Albert Einstein, Marilyn Monroe, Joe DiMaggio and Senator Joe McCarthy check into a hotel...
That's the irresistible setup, although we call these characters the Professor, the Actress, the Ballplayer, and the Senator. What to do with them? That's a different problem. Roeg doesn't determine meanings for his audience, that's our job. So the film itself may seem erratic and diffuse in message. Often funny, sometimes not.
I suspect most viewers will ponder the meaning of celebrity: all of these people are famous and significant in certain ways, but insignificant in others.
Our cast:
Lovely Theresa Russell is the Actress, fed up after hours of having her skirt blown up while making a famous scene from The Seven Year Itch (1955). At first she stays in character from that film, with her breathy, dreamy delivery, but it fades out over the course of a long night. She shows up at Einstein's hotel room to demonstrate to him -- using toy trains, flashlights and balloons -- that she understands his Special Theory of Relativity. Which, to his delight, she does! Her flashbacks: torment by the other girls at the orphanage, getting into modeling more or less by sex work, and an acting career not far removed from sex work.

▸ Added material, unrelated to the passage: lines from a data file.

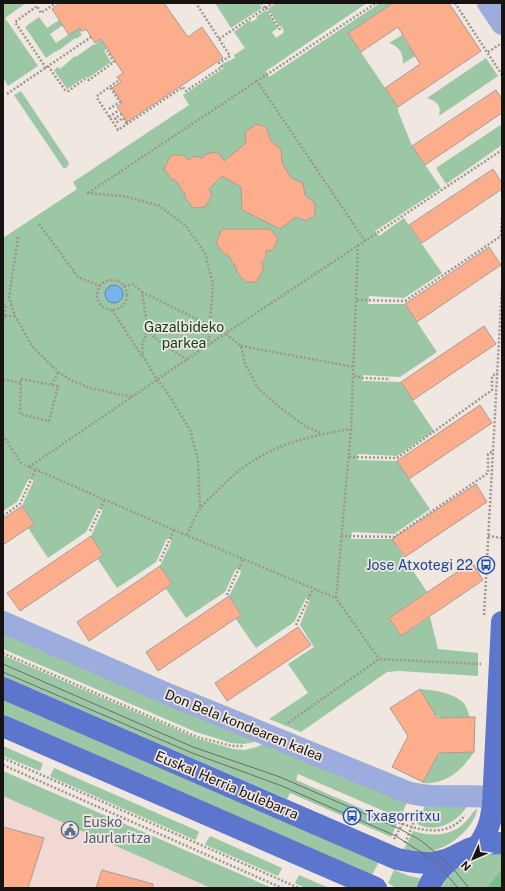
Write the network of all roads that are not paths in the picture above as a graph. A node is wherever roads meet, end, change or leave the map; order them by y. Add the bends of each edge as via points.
1 (488, 3) edge
2 (502, 24) edge
3 (493, 621) edge
4 (3, 622) edge
5 (3, 688) edge
6 (3, 726) edge
7 (483, 796) junction
8 (502, 843) edge
9 (478, 846) junction
10 (455, 856) junction
11 (376, 888) edge
12 (428, 888) edge

1 - 2 street
3 - 7 main road
4 - 7 street, Don Bela kondearen kalea via 170,695 407,792 418,795
5 - 10 main road, Euskal Herria bulebarra via 396,859 424,863 446,861
6 - 11 main road
7 - 9 main road via 492,818
8 - 9 main road
9 - 10 main road
10 - 12 main road via 441,868

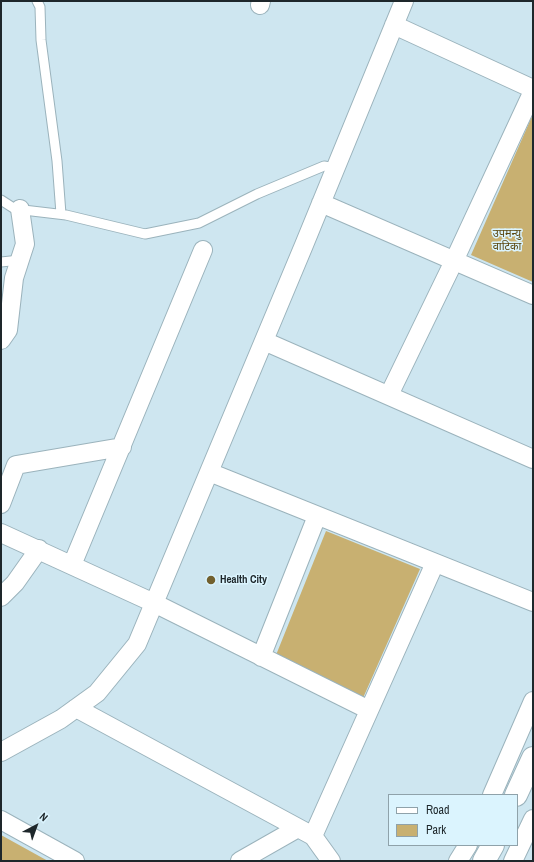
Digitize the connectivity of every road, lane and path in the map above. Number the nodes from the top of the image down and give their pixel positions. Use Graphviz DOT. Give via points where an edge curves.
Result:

Michael Emil -- who I don't remember seeing before -- is the Professor, harassed by the Senator and haunted by Hiroshima and his part in creating the atomic bomb (which, historically, was only a small part, but one he regretted). He is so eccentric that he is hard to muscle politically. His flashbacks: thinking about watches and "time" as a child, fishing from his boat, later destroyed by nazis, and the horrible aftermath of the Bomb in Japan.
Gary Busey is the Ballplayer, jealous and hunting for his wife; they won't be married much longer. Of the four, these are the only two who actually met in history: they really were married. His flashback: his demanding father.
Tony Curtis is the sweaty, vulgar Senator, an unsympathetic role. A different sort of connection: Curtis worked with the real Marilyn Monroe, starring with her in Some Like It Hot (1959). His one brief flashback: something to do with a priest when he was a boy.
It ends with NYC blown up by the Bomb, and the Actress burning for what seems like an excessively long time. Then it is undone and all is well. Moral: don't start a nuclear war because that would mean killing Marilyn Monroe.
She reassures the Professor that the war won't happen because: "The guys with their finger on the button also own everything. Why would they blow it up? Unless someone invents a bomb that kills people without wrecking the stuff". This last is a glancing reference to the Neutron Bomb, a big deal at the time.
Theresa Russell gets the most screen time, which is fine. She and the director were married and he obviously likes photographing her.
Finally, we have Will Sampson -- last seen in The Outlaw Josey Wales (1976) -- as the mysterious Elevator Attendant, a uniformed Cherokee in the city. The Professor: "I heard that a Cherokee believe that wherever he is, that's the center of the universe." Elevator Attendant: "You're the Cherokee". Then up to the roof to greet the new day.
Criterion Blu-ray.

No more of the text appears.